Am I forgetting any? Trying to compile a list of 1U power amps. Quite interested in grabbing one eventually. 
http://www.carvinguitars.com/products/DCM200L


----------



## sylcfh (Nov 5, 2014)




----------



## HeHasTheJazzHands (Nov 5, 2014)

Shit, forgot about that. 

And the Mesa 20/20, and the Marshall EL84.


----------



## JD27 (Nov 5, 2014)

These looked cool, not sure of their availability though. 

ATR-4502 - Koch Guitar Amplification


----------



## HeHasTheJazzHands (Nov 6, 2014)

I'm actually kinda interested in the Behringer Europower...

$150 for a 300W (bridged mono) 1U power amp. I've ever heard decent things about the build quality of their PA stuff.


----------



## Elric (Nov 6, 2014)

HeHasTheJazzHands said:


> Shit, forgot about that.
> 
> And the Mesa 20/20, and the Marshall EL84.


I don't think the EL84 is made any more. If you are considering used stuff too there are a lot more, I am sure. 

The 1U Valvestates (4004,8008)
The 1U Mosvalve (MV-982)
The ADA Microtube Series
The ADA Mcrofet Series

all come to mind immediately.


----------



## HUGH JAYNUS (Nov 6, 2014)

Im interested in these as well. Im building an entire new rig and need a new power amp to go with my Laney IRT Studio. I was planning on just getting a Crown since they are cheap and powerful and everywhere. But if there is a reliable 1u for a good price then id love to find one. So long as its capable of massive volume. You sir, just gave me a great list of research to do

EDIT: found a review for the Matrix as far as sound and a bit of info. really helpful. 
http://forum.fractalaudio.com/amps-cabs/50474-matrix-gt800fx-v-gt1000fx-review-vids.html


----------



## HeHasTheJazzHands (Nov 6, 2014)

It's funny, that's exactly why I was looking at 1U power amps! Was looking into a Laney IRTStudio and wanted something small to amplify it.


----------



## HUGH JAYNUS (Nov 6, 2014)

HeHasTheJazzHands said:


> It's funny, that's exactly why I was looking at 1U power amps! Was looking into a Laney IRTStudio and wanted something small to amplify it.

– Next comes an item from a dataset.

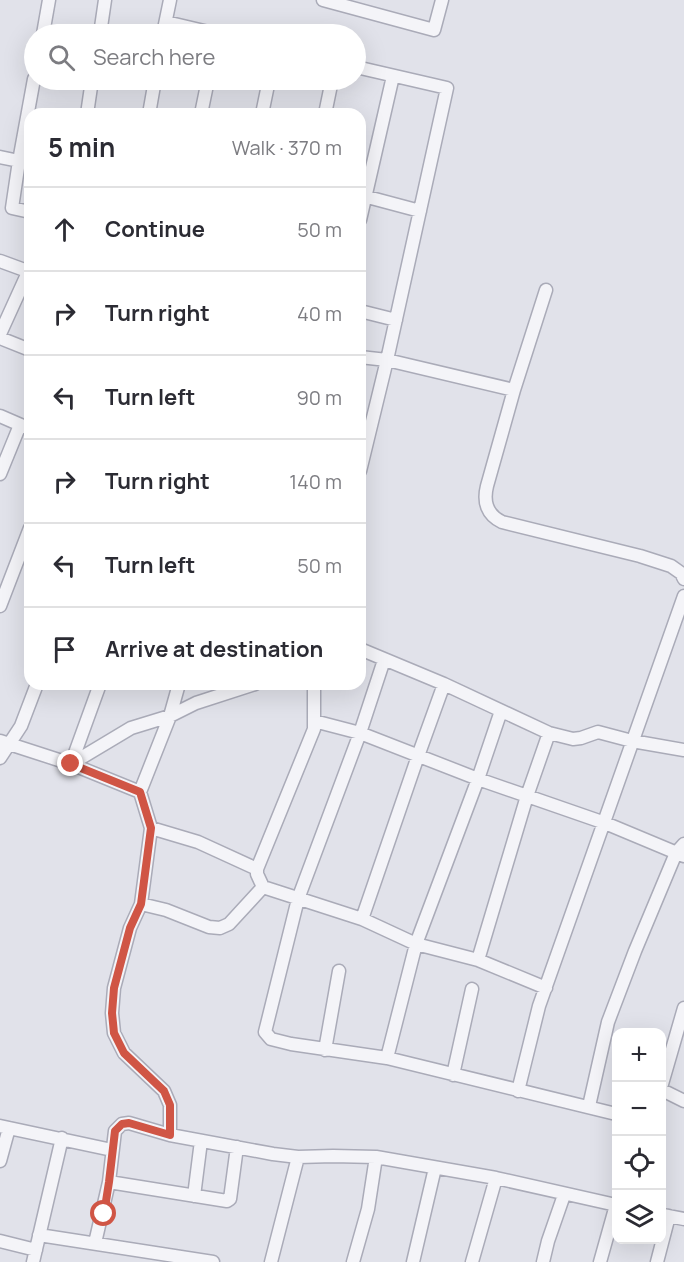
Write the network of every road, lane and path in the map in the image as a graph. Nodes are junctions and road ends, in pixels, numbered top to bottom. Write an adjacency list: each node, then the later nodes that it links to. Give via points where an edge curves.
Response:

that is awesome hahaha! thats good because i was curious about how the power was going to work. the IRT has only one output (XLR), and i was wondering if i was going to have to run it bridged for stereo into one 4x12, and what to do when i run into a 4x12 (A), and a 2x12(B) simultaneously....

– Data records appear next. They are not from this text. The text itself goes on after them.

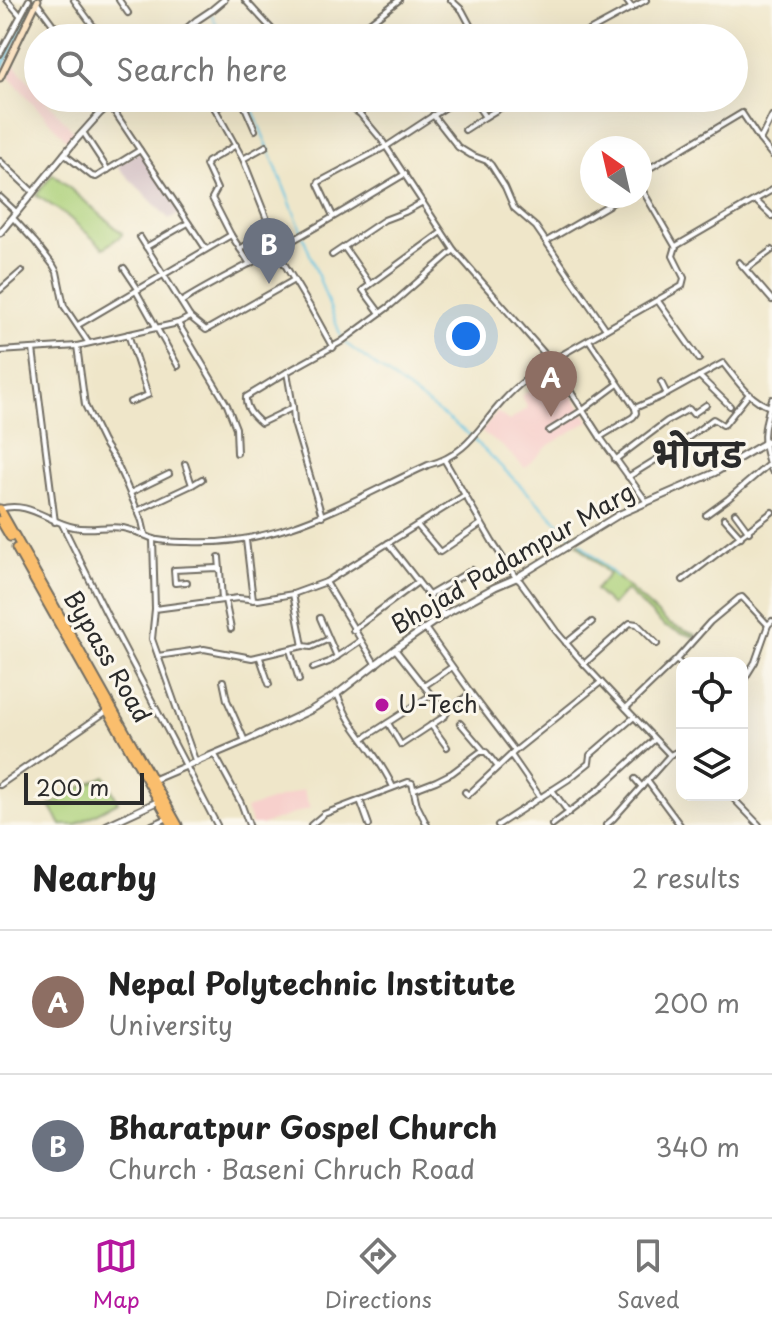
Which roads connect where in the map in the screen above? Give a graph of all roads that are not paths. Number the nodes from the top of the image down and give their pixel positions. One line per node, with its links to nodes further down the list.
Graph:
1 (7, 0): 14 (street)
2 (29, 0): 14 (street)
3 (74, 0): 16 (street)
4 (119, 0): 13 (street)
5 (224, 0): 17 (street)
6 (245, 0): 18 (street)
7 (399, 0): 19 (street)
8 (451, 0): 20 (street)
9 (626, 0): 12 (street)
10 (646, 0): 12 (street)
11 (38, 2): 14 (main road); 15 (street)
12 (632, 8): 21 (street)
13 (128, 13)
14 (23, 18): 22 (street); 23 (main road)
15 (53, 24)
16 (92, 24)
17 (192, 24)
18 (267, 24)
19 (368, 24)
20 (470, 24)
21 (602, 24)
22 (0, 54)
23 (0, 78)
24 (101, 112): 37 (street)
25 (118, 112): 42 (street)
26 (217, 112): 39 (street)
27 (245, 112): 35 (street)
28 (357, 112): 41 (street)
29 (438, 112): 32 (street)
30 (482, 112): 34 (street)
31 (493, 112): 34 (street)
32 (433, 115): 41 (street); 65 (street)
33 (772, 116): 38 (street)
34 (485, 117): 36 (street)
35 (255, 130)
36 (465, 130)
37 (83, 132): 43 (street); 48 (street)
38 (760, 140): 44 (street); 47 (street)
39 (236, 145): 45 (street); 63 (street)
40 (266, 146): 45 (street)
41 (387, 146): 49 (street); 58 (street)
42 (140, 150): 48 (street); 60 (street)
43 (64, 154): 48 (street); 51 (street)
44 (772, 155)
45 (243, 159): 70 (street)
46 (0, 161): 51 (street)
47 (652, 167)
48 (108, 170)
49 (405, 174): 54 (street); 58 (street)
50 (772, 190): 53 (street)
51 (33, 192): 57 (street)
52 (0, 197): 57 (street)
53 (755, 200): 59 (street); 66 (street)
54 (423, 202): 61 (street); 68 (street)
55 (652, 206): 66 (street)
56 (603, 208): 65 (street)
57 (15, 215): 62 (street); 92 (street)
58 (334, 216): 71 (street)
59 (772, 216)
60 (188, 223): 67 (street); 69 (street)
61 (442, 232): 72 (street); 83 (street)
62 (0, 233)
63 (231, 235): 69 (street); 70 (street)
64 (140, 237): 67 (street)
65 (547, 241): 94 (street)
66 (676, 246): 87 (street)
67 (146, 247): 81 (street)
68 (344, 247): 74 (street); 83 (street)
69 (206, 249): 81 (street)
70 (240, 249): 77 (street)
71 (276, 250): 77 (street); 82 (street)
72 (454, 250): 89 (street); 103 (street)
73 (770, 252): 75 (street); 79 (street)
74 (332, 255)
75 (772, 261)
76 (739, 262): 79 (street)
77 (250, 264): 88 (street)
78 (124, 268): 85 (street)
79 (746, 269): 86 (street)
80 (22, 271): 84 (street)
81 (163, 274): 85 (street); 88 (street)
82 (294, 280): 90 (street); 99 (street)
83 (370, 284): 89 (street)
84 (0, 290)
85 (137, 290): 92 (street); 93 (street)
86 (772, 300)
87 (658, 301): 94 (street); 102 (street)
88 (181, 302): 90 (street)
89 (380, 313): 99 (street)
90 (190, 317): 91 (street)
91 (178, 323): 93 (street); 123 (street)
92 (78, 325): 97 (street)
93 (157, 327): 95 (street); 104 (street)
94 (607, 330): 96 (street)
95 (128, 334): 97 (street); 112 (street)
96 (589, 340): 103 (street); 108 (street)
97 (88, 342): 98 (street)
98 (77, 346): 100 (street); 133 (street)
99 (333, 348): 105 (street)
100 (33, 349): 101 (street); 144 (street)
101 (0, 351)
102 (699, 359)
103 (551, 361): 118 (street); 125 (street)
104 (178, 366)
105 (287, 372): 115 (street); 115 (street)
106 (699, 376): 109 (street); 110 (street); 114 (street)
107 (661, 382): 109 (street)
108 (618, 384): 117 (street); 118 (street)
109 (667, 394): 117 (street)
110 (749, 394): 116 (street); 130 (street)
111 (772, 399): 116 (street)
112 (130, 402)
113 (706, 405): 124 (street)
114 (730, 406)
115 (293, 407): 141 (street)
116 (770, 407): 122 (street)
117 (635, 408): 120 (street)
118 (583, 410): 119 (street); 120 (street)
119 (549, 431)
120 (600, 437): 124 (street)
121 (772, 439): 122 (street, Bhojad Padampur Marg)
122 (763, 444): 127 (street); 135 (street, Bhojad Padampur Marg)
123 (237, 453)
124 (615, 460): 130 (street)
125 (445, 461): 134 (street); 141 (street)
126 (185, 464): 132 (street)
127 (769, 464): 128 (street); 140 (street)
128 (772, 471)
129 (169, 474): 133 (street)
130 (628, 477): 135 (street)
131 (202, 479): 132 (street)
132 (192, 485): 137 (street)
133 (130, 493): 137 (street)
134 (465, 495): 146 (street); 147 (street)
135 (646, 501): 157 (street, Bhojad Padampur Marg)
136 (0, 509): 144 (street); 200 (highway, Bypass Road)
137 (138, 510): 149 (street)
138 (772, 512): 148 (street)
139 (735, 513): 148 (street)
140 (706, 515)
141 (322, 516): 152 (street)
142 (724, 518): 150 (street)
143 (0, 520): 200 (highway, Bypass Road)
144 (55, 522): 145 (street)
145 (62, 524): 149 (street); 216 (street)
146 (482, 524): 147 (street); 157 (street)
147 (417, 525): 153 (street)
148 (749, 532): 150 (street)
149 (145, 534): 151 (street)
150 (741, 537): 158 (street)
151 (153, 539): 152 (street); 166 (street)
152 (246, 540): 165 (street)
153 (388, 543): 160 (street); 161 (street)
154 (219, 557): 155 (street)
155 (220, 570): 159 (street); 164 (street)
156 (472, 570): 163 (street)
157 (516, 578): 167 (street, Bhojad Padampur Marg); 176 (street)
158 (683, 580)
159 (187, 582)
160 (326, 582): 162 (street); 173 (street)
161 (418, 582): 163 (street); 173 (street)
162 (293, 594): 165 (street); 178 (street)
163 (429, 595): 167 (street)
164 (223, 600): 165 (street); 166 (street); 172 (street)
165 (253, 600)
166 (155, 609): 181 (street)
167 (444, 615): 171 (street, Bhojad Padampur Marg)
168 (320, 618): 174 (street)
169 (592, 622): 176 (street)
170 (770, 623): 183 (street); 190 (street)
171 (425, 628): 179 (street, Bhojad Padampur Marg); 188 (street)
172 (231, 629)
173 (353, 630): 175 (street)
174 (328, 640): 178 (street); 182 (street)
175 (360, 641): 182 (street); 187 (street)
176 (566, 643): 186 (street)
177 (657, 644): 186 (street)
178 (303, 646): 180 (street)
179 (395, 649): 187 (street, Bhojad Padampur Marg); 195 (street)
180 (290, 650): 184 (street); 191 (street)
181 (157, 656): 184 (street); 215 (street)
182 (337, 657): 189 (street)
183 (679, 657)
184 (260, 658): 194 (street)
185 (676, 660): 199 (street)
186 (584, 664): 193 (street)
187 (376, 665): 197 (street, Bhojad Padampur Marg)
188 (452, 667): 195 (street); 196 (street)
189 (313, 668)
190 (748, 673)
191 (299, 680)
192 (223, 681): 208 (street)
193 (601, 682): 199 (street); 212 (street)
194 (269, 684)
195 (424, 686): 198 (street)
196 (471, 693): 201 (street); 212 (street)
197 (337, 694): 206 (street); 208 (street, Bhojad Padampur Marg)
198 (431, 695): 201 (street); 203 (street)
199 (626, 708): 202 (street)
200 (110, 709): 219 (highway, Bypass Road); 221 (street)
201 (446, 714): 205 (street)
202 (634, 717): 207 (street); 225 (street)
203 (388, 723): 205 (street); 206 (street)
204 (460, 723): 210 (street)
205 (431, 725): 209 (street)
206 (364, 738): 222 (street)
207 (654, 740): 214 (street); 231 (street)
208 (245, 741): 213 (street, Bhojad Padampur Marg)
209 (447, 747)
210 (484, 751): 217 (street); 224 (street)
211 (676, 752): 214 (street)
212 (513, 753): 217 (street); 227 (street)
213 (215, 755): 215 (street, Bhojad Padampur Marg); 236 (street)
214 (670, 755): 220 (street)
215 (196, 763): 216 (street, Bhojad Padampur Marg)
216 (187, 767): 219 (street, Bhojad Padampur Marg); 235 (street)
217 (498, 767): 226 (street)
218 (635, 779): 223 (street)
219 (151, 781): 228 (highway, Bypass Road)
220 (648, 781): 223 (street); 243 (street)
221 (0, 785)
222 (393, 787): 224 (street); 229 (street)
223 (642, 787): 242 (street)
224 (415, 789): 239 (street)
225 (552, 790): 227 (street); 231 (street)
226 (465, 792)
227 (540, 797): 240 (street)
228 (161, 800): 232 (highway, Bypass Road); 233 (street)
229 (360, 800): 237 (street); 238 (street)
230 (736, 801): 244 (street)
231 (569, 813): 241 (street)
232 (173, 823): 234 (street)
233 (107, 825)
234 (152, 825)
235 (217, 825)
236 (249, 825)
237 (311, 825)
238 (369, 825)
239 (427, 825)
240 (498, 825)
241 (552, 825)
242 (606, 825)
243 (680, 825)
244 (759, 825)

the Matrix has the bridged/stereo, and the Crown (X2000) i was looking at has stereo/bridged/paralell. its confusing the hell out of me right meow....


----------



## ambler3 (Nov 6, 2014)

HeHasTheJazzHands said:


> It's funny, that's exactly why I was looking at 1U power amps! Was looking into a Laney IRTStudio and wanted something small to amplify it.



Something to amplify it? What for, extra wattage?


----------



## WarMachine (Nov 6, 2014)

HeHasTheJazzHands said:


> I'm actually kinda interested in the Behringer Europower...
> 
> $150 for a 300W (bridged mono) 1U power amp. I've ever heard decent things about the build quality of their PA stuff.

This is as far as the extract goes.